Antes de visitar a un potencial cliente, de mínima, buscalo en Google.

 

Habían planteado la reunión con foco en ellos mismos y yo tomé eso como una predicción del modo en que sería la relación si los contrataba.

Julián -el “culpable” de que me acordara de mi casi nula relación con las grandes agencias de publicidad- había pensado en todos los detalles del almuerzo con el vicepresidente de la compañía en la que trabajaba. Quería mostrar sus planes, sus cualidades y valores. Me los imaginé en la mesa, vestidos de traje, con una notebook de 2007, un proyector que podría haber sido de filminas y alguien, con jeans y remera, sosteniendo todo.

-¿Y si primero tratás de conocerlo, de entender qué es importante para él, de saber más de la estrategia? Tomás nota y después, ya con más fundamento, usás eso a tu favor: le explicás tus proyectos e ideas utilizando sus palabras.

 

Querés que te escuchen, escuchá primero.

Querés que confíen en vos, confiá primero.

Querés que te respeten, respetá primero.

 

¿Quién no odia a un ex-jefe?

Cuando doy una charla en una universidad suelo preguntar: “¿Alguien en la sala odia a su jefe?”. Quiero creer que lo toman como hipérbole: no puede ser que, de verdad, el 30% odie a sus jefes. Probablemente los detestan, no los soportan o los consideran solo malas personas.

Enseguida se me pasan por la cabeza mis “jefes odiados”, sobre todo “dos orejas”: yo sabía más, trabajaba más y no usaba el auto de la empresa para pasear a mi mujer. Pero, pasó el tiempo y, como a muchos les pasa, un día fui jefe.

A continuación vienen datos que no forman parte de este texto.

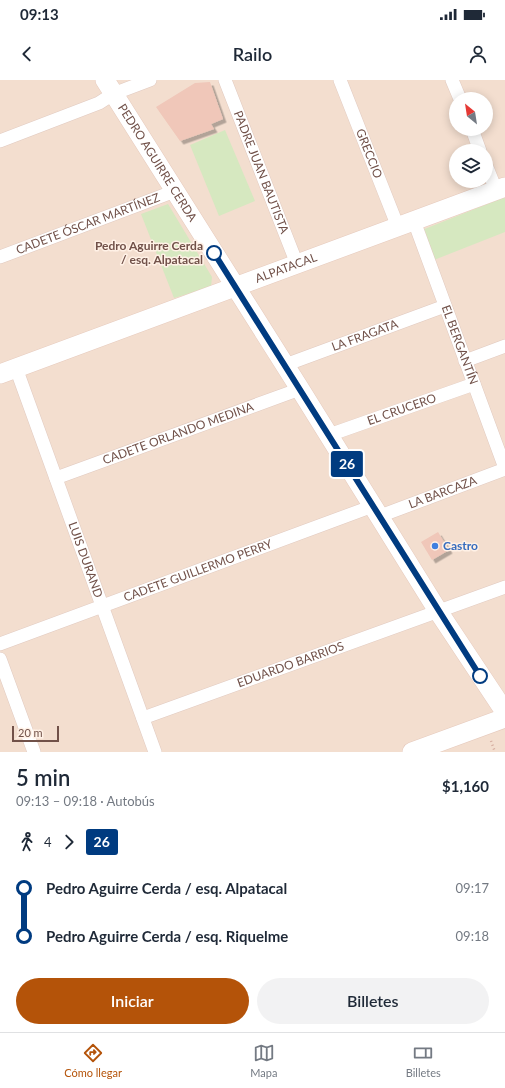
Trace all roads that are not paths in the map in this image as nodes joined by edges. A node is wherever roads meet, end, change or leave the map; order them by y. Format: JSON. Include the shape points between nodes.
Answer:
{"nodes":[{"id":1,"x":150,"y":80,"type":"edge"},
{"id":2,"x":225,"y":80,"type":"edge"},
{"id":3,"x":340,"y":80,"type":"edge"},
{"id":4,"x":452,"y":80,"type":"edge"},
{"id":5,"x":109,"y":87,"type":"edge"},
{"id":6,"x":457,"y":92,"type":"edge"},
{"id":7,"x":0,"y":141,"type":"edge"},
{"id":8,"x":493,"y":176,"type":"edge"},
{"id":9,"x":501,"y":189,"type":"edge"},
{"id":10,"x":175,"y":191,"type":"junction"},
{"id":11,"x":406,"y":224,"type":"junction"},
{"id":12,"x":0,"y":256,"type":"edge"},
{"id":13,"x":297,"y":264,"type":"junction"},
{"id":14,"x":235,"y":287,"type":"junction"},
{"id":15,"x":445,"y":306,"type":"junction"},
{"id":16,"x":505,"y":346,"type":"edge"},
{"id":17,"x":465,"y":360,"type":"junction"},
{"id":18,"x":285,"y":365,"type":"junction"},
{"id":19,"x":8,"y":371,"type":"edge"},
{"id":20,"x":474,"y":384,"type":"junction"},
{"id":21,"x":300,"y":389,"type":"junction"},
{"id":22,"x":329,"y":435,"type":"junction"},
{"id":23,"x":505,"y":469,"type":"edge"},
{"id":24,"x":56,"y":478,"type":"junction"},
{"id":25,"x":377,"y":510,"type":"junction"},
{"id":26,"x":505,"y":587,"type":"edge"},
{"id":27,"x":102,"y":606,"type":"junction"},
{"id":28,"x":438,"y":611,"type":"junction"},
{"id":29,"x":0,"y":644,"type":"edge"},
{"id":30,"x":0,"y":659,"type":"edge"},
{"id":31,"x":505,"y":712,"type":"edge"},
{"id":32,"x":143,"y":718,"type":"junction"},
{"id":33,"x":505,"y":718,"type":"edge"},
{"id":34,"x":34,"y":752,"type":"edge"},
{"id":35,"x":155,"y":752,"type":"edge"},
{"id":36,"x":412,"y":752,"type":"edge"}],
"edges":[{"from":1,"to":5,"type":"street"},
{"from":2,"to":13,"type":"street","name":"PADRE JUAN BAUTISTA"},
{"from":3,"to":11,"type":"street","name":"GRECCIO"},
{"from":4,"to":6,"type":"street"},
{"from":5,"to":7,"type":"street","via":[[99,103]]},
{"from":5,"to":10,"type":"street","name":"PEDRO AGUIRRE CERDA"},
{"from":8,"to":9,"type":"street"},
{"from":9,"to":11,"type":"street","name":"ALPATACAL"},
{"from":10,"to":12,"type":"street","name":"CADETE ÓSCAR MARTÍNEZ"},
{"from":10,"to":14,"type":"street","name":"PEDRO AGUIRRE CERDA"},
{"from":11,"to":13,"type":"street","name":"ALPATACAL"},
{"from":11,"to":15,"type":"street","name":"EL BERGANTÍN"},
{"from":13,"to":14,"type":"street","name":"ALPATACAL"},
{"from":14,"to":18,"type":"street","name":"PEDRO AGUIRRE CERDA"},
{"from":14,"to":19,"type":"street","name":"ALPATACAL"},
{"from":15,"to":17,"type":"street","name":"EL BERGANTÍN"},
{"from":15,"to":18,"type":"street","name":"LA FRAGATA"},
{"from":16,"to":17,"type":"street"},
{"from":17,"to":20,"type":"street","name":"EL BERGANTÍN"},
{"from":18,"to":21,"type":"street","name":"PEDRO AGUIRRE CERDA"},
{"from":19,"to":24,"type":"street","name":"LUIS DURAND"},
{"from":20,"to":22,"type":"street","name":"EL CRUCERO"},
{"from":20,"to":23,"type":"street","name":"EL BERGANTÍN"},
{"from":21,"to":22,"type":"street","name":"PEDRO AGUIRRE CERDA"},
{"from":21,"to":24,"type":"street","name":"CADETE ORLANDO MEDINA"},
{"from":22,"to":25,"type":"street","name":"PEDRO AGUIRRE CERDA"},
{"from":23,"to":25,"type":"street","name":"LA BARCAZA"},
{"from":24,"to":27,"type":"street","name":"LUIS DURAND"},
{"from":25,"to":27,"type":"street","name":"CADETE GUILLERMO PERRY"},
{"from":25,"to":28,"type":"street","name":"PEDRO AGUIRRE CERDA"},
{"from":26,"to":28,"type":"street","name":"EDUARDO BARRIOS"},
{"from":27,"to":29,"type":"street","name":"CADETE GUILLERMO PERRY"},
{"from":27,"to":32,"type":"street","name":"LUIS DURAND"},
{"from":28,"to":31,"type":"street","name":"PEDRO AGUIRRE CERDA"},
{"from":28,"to":32,"type":"street","name":"EDUARDO BARRIOS"},
{"from":30,"to":34,"type":"street"},
{"from":32,"to":35,"type":"street","name":"LUIS DURAND"},
{"from":33,"to":36,"type":"street"}]}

Con mucha conciencia de mí mismo, varias veces me preguntaba “¿me odiarán?”. O, más específicamente, trataba de pensar quiénes tenían motivos para odiarme. El ser “disruptivo” (eufemismo para “molesto, discutidor, décimo hombre”) implicaba, muchas veces, plantear hipótesis absurdas: ¿se enojarían por eso? Imaginaba algunas razones, pero también pensaba que había motivos que no conocía, gente que esperaba algo de mí que no le di o, peor, que le di a otro. Siempre me respondía: “Soy humano, no solo puedo equivocarme: lo hago”.

 

Errare humanum est. Etiam capitibus (los jefes también).

 

Los mismos que critican a sus jefes, después de ascender se angustian por ser criticados. ¿Y si somos más tolerantes?

A mayor edad, mayor experiencia. A mayor experiencia, mayor sabiduría. A mayor sabiduría, mayor humildad. A mayor humildad, más se entiende que el poder te lo dan tus liderados, ergo a mayor edad, mejor liderazgo.

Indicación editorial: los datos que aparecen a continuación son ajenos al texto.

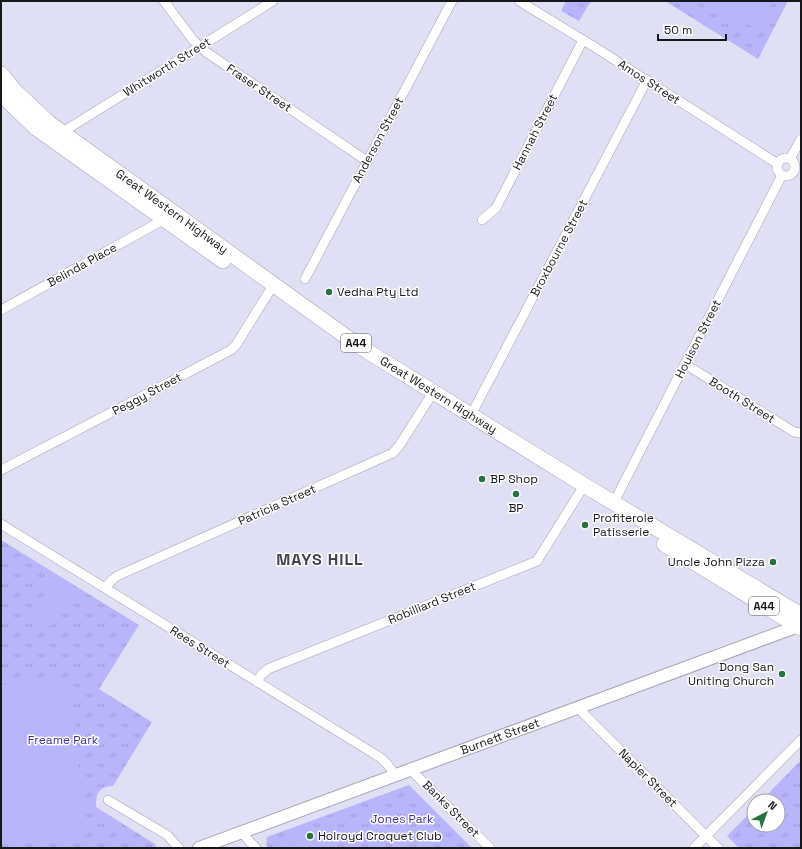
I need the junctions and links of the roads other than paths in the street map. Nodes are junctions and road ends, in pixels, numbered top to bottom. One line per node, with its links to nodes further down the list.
1 (164, 1): 6 (street, Fraser Street)
2 (273, 1): 6 (street, Whitworth Street)
3 (452, 1): 13 (street, Anderson Street)
4 (519, 1): 5 (street, Amos Street)
5 (583, 40): 8 (street, Amos Street); 18 (street, Hannah Street)
6 (200, 46): 10 (street, Whitworth Street); 13 (street, Fraser Street)
7 (1, 74): 10 (highway, Great Western Highway / A44)
8 (648, 80): 14 (street, Amos Street); 24 (street, Broxbourne Street)
9 (1, 94): 17 (highway, Great Western Highway / A44)
10 (61, 133): 24 (highway, Great Western Highway / A44)
11 (801, 139): 12 (street)
12 (790, 159): 14 (street); 15 (street)
13 (367, 161): 19 (street, Anderson Street)
14 (778, 164): 16 (street)
15 (798, 174): 16 (street)
16 (782, 175): 22 (street, Houison Street)
17 (163, 220): 20 (highway, Great Western Highway / A44); 21 (street, Belinda Place)
18 (482, 220)
19 (305, 279)
20 (269, 292): 23 (highway, Great Western Highway / A44); 26 (street, Peggy Street)
21 (1, 310)
22 (685, 364): 25 (street, Booth Street); 28 (street, Houison Street)
23 (429, 399): 27 (highway, Great Western Highway / A44); 30 (street, Patricia Street)
24 (471, 415): 28 (highway, Great Western Highway / A44)
25 (801, 433)
26 (1, 470)
27 (580, 492): 31 (highway, Great Western Highway / A44); 32 (street, Robilliard Street)
28 (614, 502): 31 (highway, Great Western Highway / A44)
29 (1, 524): 30 (street, Rees Street)
30 (105, 588): 32 (street, Rees Street)
31 (800, 624): 33 (main road, Burnett Street)
32 (257, 682): 36 (street, Rees Street)
33 (578, 708): 35 (main road, Burnett Street); 39 (street, Napier Street)
34 (801, 740): 39 (street)
35 (411, 770): 36 (main road, Burnett Street); 43 (street, Banks Street)
36 (395, 775): 38 (main road, Burnett Street)
37 (108, 800): 40 (street)
38 (241, 832): 41 (main road, Burnett Street); 42 (street)
39 (706, 836): 44 (street); 45 (street, Napier Street)
40 (179, 848)
41 (199, 848)
42 (256, 848)
43 (490, 848)
44 (694, 848)
45 (718, 848)

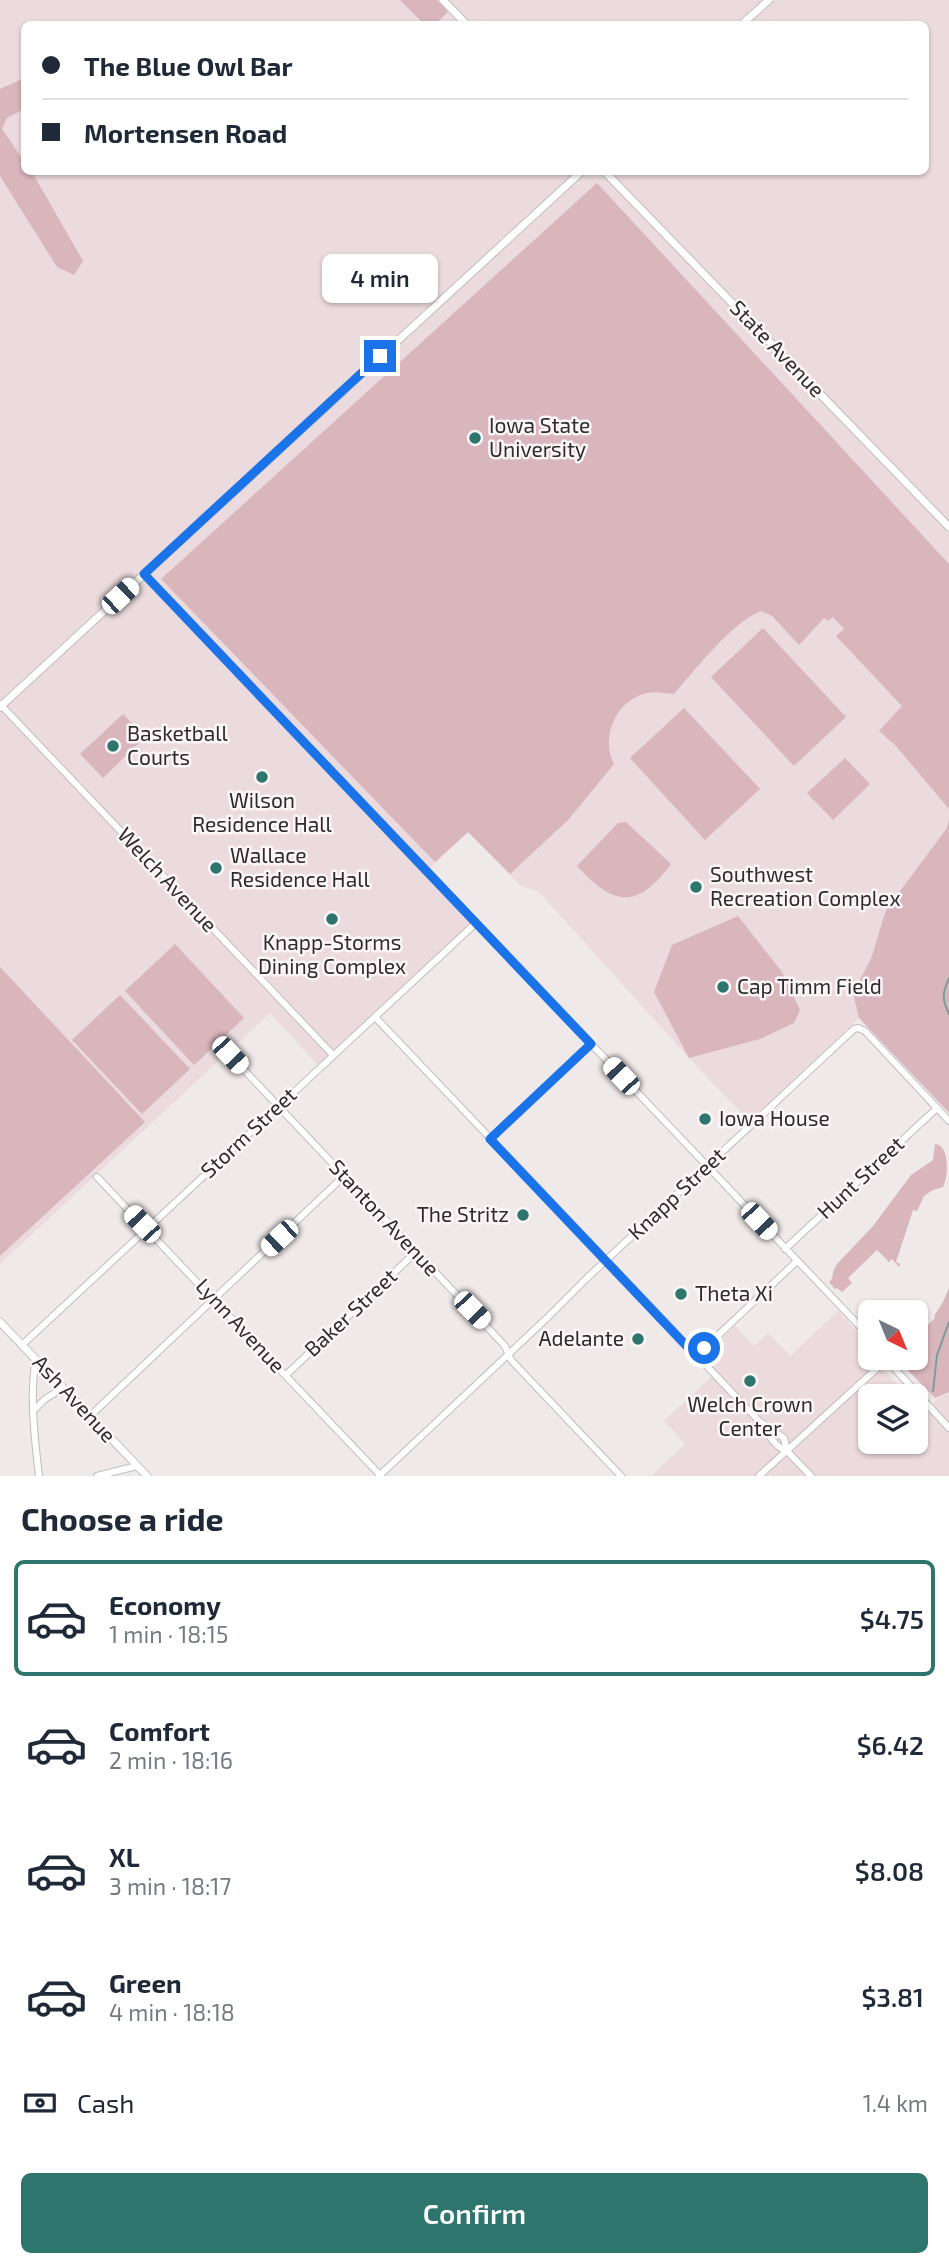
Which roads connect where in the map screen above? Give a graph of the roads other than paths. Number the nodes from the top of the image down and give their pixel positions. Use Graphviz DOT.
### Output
graph roads {
  1 [pos="443,0"];
  2 [pos="769,0"];
  3 [pos="464,21"];
  4 [pos="746,21"];
  5 [pos="578,175"];
  6 [pos="608,175"];
  7 [pos="949,527"];
  8 [pos="144,574"];
  9 [pos="1,705"];
  10 [pos="476,923"];
  11 [pos="375,1017"];
  12 [pos="591,1044"];
  13 [pos="230,1055"];
  14 [pos="333,1055"];
  15 [pos="278,1106"];
  16 [pos="937,1108"];
  17 [pos="949,1121"];
  18 [pos="490,1139"];
  19 [pos="707,1166"];
  20 [pos="344,1176"];
  21 [pos="97,1177"];
  22 [pos="147,1228"];
  23 [pos="785,1249"];
  24 [pos="416,1252"];
  25 [pos="606,1261"];
  26 [pos="797,1261"];
  27 [pos="214,1299"];
  28 [pos="0,1322"];
  29 [pos="858,1324"];
  30 [pos="22,1345"];
  31 [pos="508,1355"];
  32 [pos="696,1356"];
  33 [pos="36,1360"];
  34 [pos="873,1370"];
  35 [pos="895,1370"];
  36 [pos="286,1375"];
  37 [pos="63,1388"];
  38 [pos="34,1410"];
  39 [pos="90,1416"];
  40 [pos="949,1428"];
  41 [pos="788,1451"];
  42 [pos="137,1466"];
  43 [pos="39,1476"];
  44 [pos="97,1476"];
  45 [pos="147,1476"];
  46 [pos="380,1476"];
  47 [pos="621,1476"];
  48 [pos="759,1476"];
  49 [pos="811,1476"];
  1 -- 3 [label="street"];
  2 -- 4 [label="street"];
  5 -- 8 [label="street"];
  6 -- 7 [label="street, State Avenue"];
  8 -- 9 [label="street"];
  8 -- 10 [label="street"];
  9 -- 14 [label="street, Welch Avenue"];
  10 -- 11 [label="street, Storm Street"];
  10 -- 12 [label="street"];
  11 -- 14 [label="street, Storm Street"];
  11 -- 18 [label="street"];
  12 -- 18 [label="street"];
  12 -- 19 [label="street"];
  13 -- 15 [label="street, Stanton Avenue"];
  14 -- 15 [label="street, Storm Street"];
  15 -- 20 [label="street, Stanton Avenue"];
  15 -- 22 [label="street, Storm Street"];
  16 -- 17 [label="street"];
  16 -- 19 [label="street, Knapp Street"];
  16 -- 23 [label="street, Hunt Street"];
  18 -- 25 [label="street"];
  19 -- 23 [label="street"];
  19 -- 25 [label="street, Knapp Street"];
  20 -- 24 [label="street, Stanton Avenue"];
  20 -- 27 [label="street"];
  21 -- 22 [label="street, Lynn Avenue"];
  22 -- 27 [label="street, Lynn Avenue"];
  22 -- 30 [label="street, Storm Street"];
  23 -- 26 [label="street"];
  24 -- 31 [label="street, Stanton Avenue"];
  24 -- 36 [label="street, Baker Street"];
  25 -- 31 [label="street, Knapp Street"];
  25 -- 32 [label="street"];
  26 -- 29 [label="street"];
  26 -- 32 [label="street"];
  27 -- 36 [label="street, Lynn Avenue"];
  27 -- 39 [label="street"];
  28 -- 30 [label="street, Ash Avenue"];
  30 -- 33 [label="street, Ash Avenue"];
  31 -- 46 [label="street, Knapp Street"];
  31 -- 47 [label="street, Stanton Avenue"];
  32 -- 41 [label="street"];
  33 -- 37 [label="street, Ash Avenue"];
  33 -- 38 [label="street"];
  34 -- 41 [label="street"];
  35 -- 40 [label="street"];
  36 -- 46 [label="street, Lynn Avenue"];
  37 -- 38 [label="street"];
  37 -- 39 [label="street, Ash Avenue"];
  38 -- 43 [label="street"];
  39 -- 42 [label="street, Ash Avenue"];
  41 -- 48 [label="street"];
  41 -- 49 [label="street"];
  42 -- 44 [label="street"];
  42 -- 45 [label="street, Ash Avenue"];
}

El problema es cuando ese proceso falla.

 

La falta de humildad hace a muchas personas malos jefes y malos reportes.

 

¿Quién te paga?

Hace poco tuve que hacer un trámite en una dependencia del Estado: el depósito de mi libro, proceso para reservar todos los derechos y que nadie me lo copie (¿será un libro que otros quieran copiar? Veremos después del lanzamiento el 9-5-2018). Tan obsesivo que soy con la atención al cliente entre privados, predecía ese trámite como kafkiano. Recordé cómo me enojé la última vez que lo había hecho, en 2012, cuando publiqué ese libro del que no estoy orgulloso:

-¿Sabés quién te paga el sueldo? -pregunté aquella vez después de una larga espera.

-El Estado, me respondió tranquilo

-El Estado es un intermediario. Tu sueldo te lo pago yo, te lo pagamos todos. ¡No podés hacernos esperar tres horas porque estás leyendo el diario!

Si hacía esa pregunta en una empresa privada, habría tenido una respuesta parecida: la empresa me paga el sueldo o mi jefe me lo paga.

 

El cliente es el que paga el sueldo. La empresa y tu jefe son vehículos para dar valor al cliente y poder cobrar.

 

Para mantener esa cercanía con el cliente -o el ciudadano- es que los organigramas tienen que ser lo más planos posibles. Eso permite que, igual que Julián con su jefe, las organizaciones escuchen mejor, puedan prestar más atención a sus clientes y también responder más rápido.

 

Si no soportás a tu jefe, hacé las cosas muy bien para poder ser jefe – y que sea otro el que no te soporte.